A unit is the smallest testable part of an application.
More often than not, I see unit tests that forget this core tenet. Picture a method or function as a sandbox. When you are writing a unit test, never let a call get outside of your sandbox.
You unit test should be testing the conditional logic and correctness of the code in your sandbox. Let another test worry about all that external/dependent code. When writing a suite of unit tests we're interested in code coverage. We want to exercise as much of our code base as possible. That's a lot of tests. We need to make sure these tests are not fragile, difficult to write or hard to maintain. And we need to make sure they're quick to execute.
The code in your sandbox really only has one or two purposes:
- To execute some external operation, and/or
- To compute some result
- If-Then statements
- Ternary operators
- Switch statements
- Boolean expressions (x = y or z)
- Try-catch blocks
- Goto statements (if applicable)
Computing a result includes:
- Checking return values
- Checking thrown exceptions
- Checking set member variables and/or globals
How to stay in your sandbox
Nearly all programming languages have some sort of Fake, Mock or Stub library available for it. The purpose of these libraries is to short-circuit the external code and replace it with your test code. Something that:
- Always returns an expected value
- Has no state
- Has no external state dependencies (i.e. a database initialized to known values)
- Returns nearly instantly
- Has no conditional logic in it
In "XUnit Test Patterns", Gerard Meszaros has a nice breakdown of Fakes, Mocks, Stubs and Dummies:
- Dummy objects are passed around but never actually used. Usually they are just used to fill parameter lists.
- Fake objects actually have working implementations, but usually take some shortcut which makes them not suitable for production (an in memory database is a good example).
- Stubs provide canned answers to calls made during the test, usually not responding at all to anything outside what's programmed in for the test. Stubs may also record information about calls, such as an email gateway stub that remembers the messages it 'sent', or maybe only how many messages it 'sent'.

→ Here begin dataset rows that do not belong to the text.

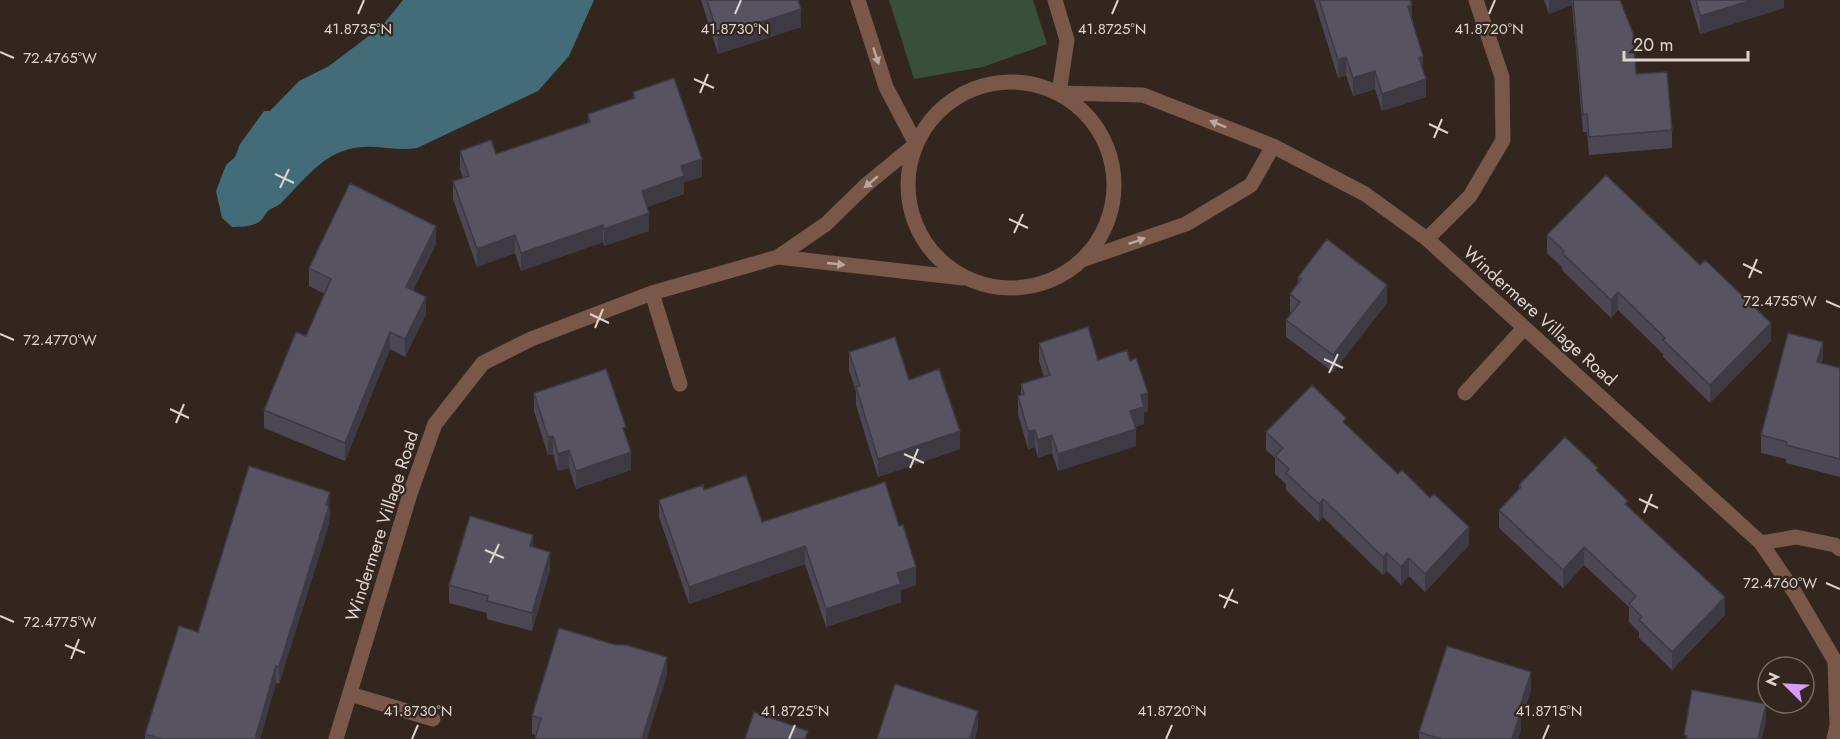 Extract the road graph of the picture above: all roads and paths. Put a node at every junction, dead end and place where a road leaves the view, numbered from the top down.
1 (858, 0) edge
2 (1055, 0) edge
3 (1476, 0) edge
4 (1059, 93) junction
5 (916, 144) junction
6 (1273, 146) junction
7 (1427, 239) junction
8 (778, 257) junction
9 (1082, 260) junction
10 (965, 278) junction
11 (652, 293) junction
12 (1524, 328) junction
13 (680, 384) dead end
14 (1465, 393) dead end
15 (1761, 543) junction
16 (1840, 549) edge
17 (1837, 658) edge
18 (350, 694) junction
19 (433, 719) dead end
20 (336, 739) edge
21 (1834, 739) edge

1 -> 5 street
2 - 4 street
3 - 7 street
4 - 5 street, Windermere Village Road
6 -> 4 street, Windermere Village Road
4 - 9 street, Windermere Village Road
5 -> 8 street, Windermere Village Road
5 - 10 street, Windermere Village Road
6 - 7 street, Windermere Village Road
9 -> 6 street, Windermere Village Road
7 - 12 street, Windermere Village Road
8 -> 10 street, Windermere Village Road
8 - 11 street, Windermere Village Road
9 - 10 street, Windermere Village Road
11 - 13 street
11 - 18 street, Windermere Village Road
12 - 14 street
12 - 15 street, Windermere Village Road
15 - 16 street
15 - 17 street, Windermere Village Road
17 - 21 street, Windermere Village Road
18 - 19 street
18 - 20 street, Windermere Village Road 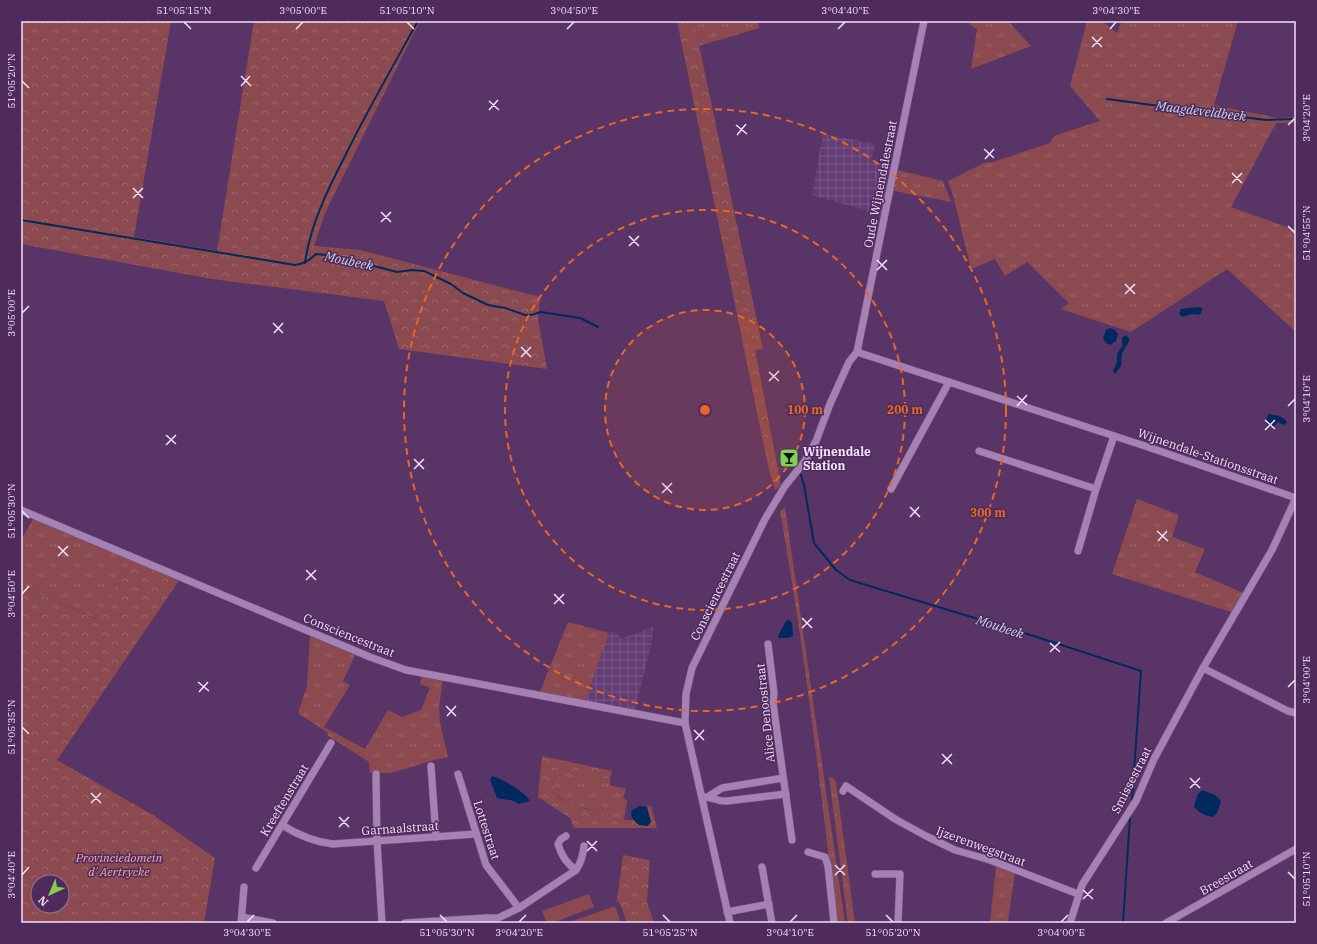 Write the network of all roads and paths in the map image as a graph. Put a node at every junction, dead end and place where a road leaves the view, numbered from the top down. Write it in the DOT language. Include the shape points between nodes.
graph roads {
  1 [pos="924,21"];
  2 [pos="857,352"];
  3 [pos="949,382"];
  4 [pos="1114,436"];
  5 [pos="979,451"];
  6 [pos="891,489"];
  7 [pos="1096,489"];
  8 [pos="1296,498"];
  9 [pos="21,510"];
  10 [pos="1078,551"];
  11 [pos="768,644"];
  12 [pos="1203,668"];
  13 [pos="1296,713"];
  14 [pos="685,723"];
  15 [pos="331,743"];
  16 [pos="431,766"];
  17 [pos="376,774"];
  18 [pos="458,774"];
  19 [pos="783,778"];
  20 [pos="843,791"];
  21 [pos="786,794"];
  22 [pos="706,797"];
  23 [pos="282,825"];
  24 [pos="476,834"];
  25 [pos="566,836"];
  26 [pos="436,837"];
  27 [pos="792,840"];
  28 [pos="378,841"];
  29 [pos="584,846"];
  30 [pos="1296,849"];
  31 [pos="808,852"];
  32 [pos="762,867"];
  33 [pos="256,868"];
  34 [pos="576,870"];
  35 [pos="874,874"];
  36 [pos="244,887"];
  37 [pos="1078,894"];
  38 [pos="769,904"];
  39 [pos="519,908"];
  40 [pos="727,912"];
  41 [pos="241,920"];
  42 [pos="488,920"];
  43 [pos="273,923"];
  44 [pos="382,923"];
  45 [pos="405,923"];
  46 [pos="730,923"];
  47 [pos="772,923"];
  48 [pos="834,923"];
  49 [pos="898,923"];
  50 [pos="1070,923"];
  51 [pos="1166,923"];
  1 -- 2 [label="street, Oude Wijnendalestraat"];
  2 -- 3 [label="street, Wijnendale-Stationsstraat"];
  2 -- 14 [label="street, Consciencestraat" via="849,362 805,461 764,519 692,668 686,694"];
  3 -- 4 [label="street, Wijnendale-Stationsstraat"];
  3 -- 6 [label="street"];
  4 -- 7 [label="street"];
  4 -- 8 [label="street, Wijnendale-Stationsstraat"];
  5 -- 7 [label="street"];
  7 -- 10 [label="street"];
  8 -- 12 [label="street, Smissestraat" via="1272,550"];
  9 -- 14 [label="street, Consciencestraat" via="406,670"];
  11 -- 19 [label="street, Alice Denoostraat"];
  12 -- 13 [label="street"];
  12 -- 37 [label="street, Smissestraat" via="1154,758 1136,801"];
  14 -- 22 [label="street, Consciencestraat"];
  15 -- 23 [label="street, Kreeftenstraat"];
  16 -- 26 [label="street"];
  17 -- 28 [label="street"];
  18 -- 24 [label="street, Lottestraat"];
  19 -- 21 [label="street, Alice Denoostraat"];
  19 -- 22 [label="street, Alice Denoostraat" via="722,788"];
  20 -- 37 [label="street, Ijzerenwegstraat" via="846,786 910,828 955,850 990,860"];
  21 -- 22 [label="street" via="719,802"];
  21 -- 27 [label="street, Alice Denoostraat"];
  22 -- 40 [label="street, Consciencestraat"];
  23 -- 28 [label="street, Garnaalstraat" via="306,838 320,842 333,844"];
  23 -- 33 [label="street, Kreeftenstraat"];
  24 -- 26 [label="street, Garnaalstraat"];
  24 -- 39 [label="street, Lottestraat" via="486,865"];
  25 -- 34 [label="street" via="560,839 558,844 560,852"];
  26 -- 28 [label="street, Garnaalstraat"];
  28 -- 44 [label="street"];
  29 -- 34 [label="street"];
  30 -- 51 [label="street, Breestraat"];
  31 -- 48 [label="street" via="825,857"];
  32 -- 38 [label="street"];
  34 -- 39 [label="street"];
  35 -- 49 [label="street" via="900,874"];
  36 -- 41 [label="street"];
  37 -- 50 [label="street, Smissestraat"];
  38 -- 40 [label="street"];
  38 -- 47 [label="street"];
  39 -- 42 [label="street"];
  40 -- 46 [label="street, Consciencestraat"];
  41 -- 43 [label="street"];
  42 -- 45 [label="street"];
}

- Mocks are objects pre-programmed with expectations which form a specification of the calls they are expected to receive.
I try to only use Dummies and Mock objects for unit tests. I don't like storing state in my test doubles ... after a while you spend so much time making an effective stub you don't know if you're testing the stub or the code in the sandbox. That's why I like mock objects. They usually just consist of "return value" or "raise exception" ... simple, maintainable and readable.
If you find yourself putting an If statement in a Mock, you're doing something wrong.
If you find yourself putting an If statement in a Mock, you're doing something wrong.
How can you verify an If-Then statement?
Most of the time you just want to be sure that an external method or function was actually called. Do you need to actually call that method? Hell no. Not in a unit test. Many of these Mock libraries also have provisions for "Was Called" semantics. Essentially a flag is set if a Mock method was called. If your library doesn't have one, it's pretty darn simple to simple to set one up:
So, rather than let your code call outside of your sandbox, replace the external method (via monkey-patching, dependency injection or some other mechanism) to use your mock instead.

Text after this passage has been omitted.